The sculpture of Val will be one of three papier-mache animals that Drozda is entering in the Virginia Beach SPCA show, "Once is Not Enough," a show for art made with recyclables. The show opens from 6 to 8 p.m. Friday, Oct. 9, and runs through Sunday, Oct. 11, at the shelter.
What makes Drozda's art show entry even more special is that her droll dog is made entirely of recycled materials, the bulk of which are plastic bags. Her other entries, a fox and a whimsical raccoon, also are made from plastic bags.
The art show is part of the SPCA's green event this weekend called "There is no Planet B." In addition to the show, the SPCA is sponsoring a household hazardous waste collection, a blue jean and denim collection and a plant and book swap on Saturday.
Hazardous wastes include items such as pesticides, herbicides, paint and harsh cleaning products, mercury and propane tanks. Denim, collected separately, will be recycled into insulation. Visitors also can bring a plant or a book and swap it for another.
As for Val, the Jack Russell, her sculptured image is not only made of recyclables, but Val herself also is "recycled," because she was adopted by Drozda 9 years ago. Drozda works in her studio with yet another "recycled" pup under her feet, Ruby the rescued Airedale. Drozda made the body of her recycled art critters by stuffing a used paper bag tight with plastic bags, also used, and wrapping the paper bag with masking tape. The legs are old paper towel or toilet paper rolls. Cardboard from discarded cereal boxes make good ears and such. Eyes are found items little like rubber bumpers, or seeds.

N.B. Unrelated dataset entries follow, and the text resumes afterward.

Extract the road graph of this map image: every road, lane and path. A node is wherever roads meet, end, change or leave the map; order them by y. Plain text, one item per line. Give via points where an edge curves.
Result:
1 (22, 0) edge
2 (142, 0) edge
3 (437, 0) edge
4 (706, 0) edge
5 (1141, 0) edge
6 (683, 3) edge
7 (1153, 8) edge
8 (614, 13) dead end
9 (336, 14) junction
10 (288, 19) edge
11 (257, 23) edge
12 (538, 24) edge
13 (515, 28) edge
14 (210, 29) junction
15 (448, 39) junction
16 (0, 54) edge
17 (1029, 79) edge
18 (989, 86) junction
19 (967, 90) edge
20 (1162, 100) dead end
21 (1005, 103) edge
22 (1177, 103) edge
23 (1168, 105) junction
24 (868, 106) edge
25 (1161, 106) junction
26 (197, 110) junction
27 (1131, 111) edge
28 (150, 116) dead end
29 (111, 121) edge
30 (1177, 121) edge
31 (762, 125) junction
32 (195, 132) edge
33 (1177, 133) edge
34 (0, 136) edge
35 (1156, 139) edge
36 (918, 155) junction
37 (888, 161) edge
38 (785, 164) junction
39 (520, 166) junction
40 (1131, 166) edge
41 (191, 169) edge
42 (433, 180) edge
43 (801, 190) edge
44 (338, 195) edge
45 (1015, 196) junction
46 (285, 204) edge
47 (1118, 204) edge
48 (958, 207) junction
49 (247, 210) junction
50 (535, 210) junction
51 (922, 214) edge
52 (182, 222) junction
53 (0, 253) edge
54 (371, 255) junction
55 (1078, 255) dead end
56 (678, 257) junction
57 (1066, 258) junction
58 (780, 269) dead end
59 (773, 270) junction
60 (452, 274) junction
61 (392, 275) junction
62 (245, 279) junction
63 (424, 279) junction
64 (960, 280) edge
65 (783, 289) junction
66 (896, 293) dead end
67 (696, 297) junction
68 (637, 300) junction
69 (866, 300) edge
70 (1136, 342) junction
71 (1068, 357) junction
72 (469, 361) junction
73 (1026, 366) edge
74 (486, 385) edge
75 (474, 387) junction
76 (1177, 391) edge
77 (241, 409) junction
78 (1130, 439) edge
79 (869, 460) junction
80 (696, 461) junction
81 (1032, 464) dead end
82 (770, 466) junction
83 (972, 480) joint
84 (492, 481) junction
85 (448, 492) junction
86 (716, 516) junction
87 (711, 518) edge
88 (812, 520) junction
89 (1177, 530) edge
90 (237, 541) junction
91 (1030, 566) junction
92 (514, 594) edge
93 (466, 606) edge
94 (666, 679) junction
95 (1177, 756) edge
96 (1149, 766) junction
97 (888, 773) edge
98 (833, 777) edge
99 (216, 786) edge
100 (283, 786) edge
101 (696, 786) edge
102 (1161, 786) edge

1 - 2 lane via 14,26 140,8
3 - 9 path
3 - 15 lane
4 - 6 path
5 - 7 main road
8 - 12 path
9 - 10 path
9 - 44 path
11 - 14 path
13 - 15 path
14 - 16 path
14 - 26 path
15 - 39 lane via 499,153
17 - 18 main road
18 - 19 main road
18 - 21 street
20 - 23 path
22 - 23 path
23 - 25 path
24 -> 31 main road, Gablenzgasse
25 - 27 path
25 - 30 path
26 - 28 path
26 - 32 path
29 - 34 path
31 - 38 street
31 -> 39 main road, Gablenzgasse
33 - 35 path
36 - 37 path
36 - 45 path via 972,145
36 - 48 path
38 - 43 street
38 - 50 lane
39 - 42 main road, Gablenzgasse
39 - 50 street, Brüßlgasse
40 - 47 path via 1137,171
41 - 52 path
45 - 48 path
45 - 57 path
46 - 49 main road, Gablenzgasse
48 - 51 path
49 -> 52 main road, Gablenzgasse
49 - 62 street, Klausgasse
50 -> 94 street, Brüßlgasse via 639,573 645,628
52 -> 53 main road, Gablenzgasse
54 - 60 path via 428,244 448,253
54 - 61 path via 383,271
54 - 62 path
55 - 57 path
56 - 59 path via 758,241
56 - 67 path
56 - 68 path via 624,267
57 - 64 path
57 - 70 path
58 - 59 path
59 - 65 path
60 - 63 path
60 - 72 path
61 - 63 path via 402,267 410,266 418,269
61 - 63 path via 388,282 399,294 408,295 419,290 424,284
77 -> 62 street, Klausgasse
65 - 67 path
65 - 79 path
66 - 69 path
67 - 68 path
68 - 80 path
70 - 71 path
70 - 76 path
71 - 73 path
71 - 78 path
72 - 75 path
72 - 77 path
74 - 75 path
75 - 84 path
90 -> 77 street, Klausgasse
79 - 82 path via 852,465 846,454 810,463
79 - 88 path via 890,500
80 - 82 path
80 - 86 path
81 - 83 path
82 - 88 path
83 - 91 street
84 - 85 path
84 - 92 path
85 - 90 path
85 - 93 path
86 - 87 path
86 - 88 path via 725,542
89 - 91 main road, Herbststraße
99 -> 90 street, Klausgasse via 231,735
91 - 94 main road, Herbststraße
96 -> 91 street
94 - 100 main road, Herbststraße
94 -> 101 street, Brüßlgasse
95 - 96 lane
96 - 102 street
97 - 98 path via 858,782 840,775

"The fox might have acorn eyes or wisteria seed eyes," Drozda said. She was working on the fox legs that day. Drozda made the papier-mache that covers the bodies with torn scraps of more old paper bags and white glue. Glue and the final paint jobs of acrylic are the only real "artist" materials. "It's so much fun," Drozda said.
This is not Drozda's first foray into recycling materials through art. She taught a children's camp for The Contemporary Art Center of Virginia at the Virginia Aquarium recently. Campers created sea creatures out of plastic bags and other recyclables. The colorful whimsical stuffed sea stars, fish and other sea animals belie their beginnings. Drozda began using recyclables in some of her art after thinking about how to use more inexpensive art materials.
"I think I was just looking around to see if there are materials available to use for the creative process that are not so expensive." She began saving toilet paper rolls, cereal boxes, paper bags and the "plethora of plastic bags everywhere to see if we could recycle something wonderful out of something we would throw away."
Val, the papier-mache dog is one of those wonderful things.Throw the ball quick or else she might bark!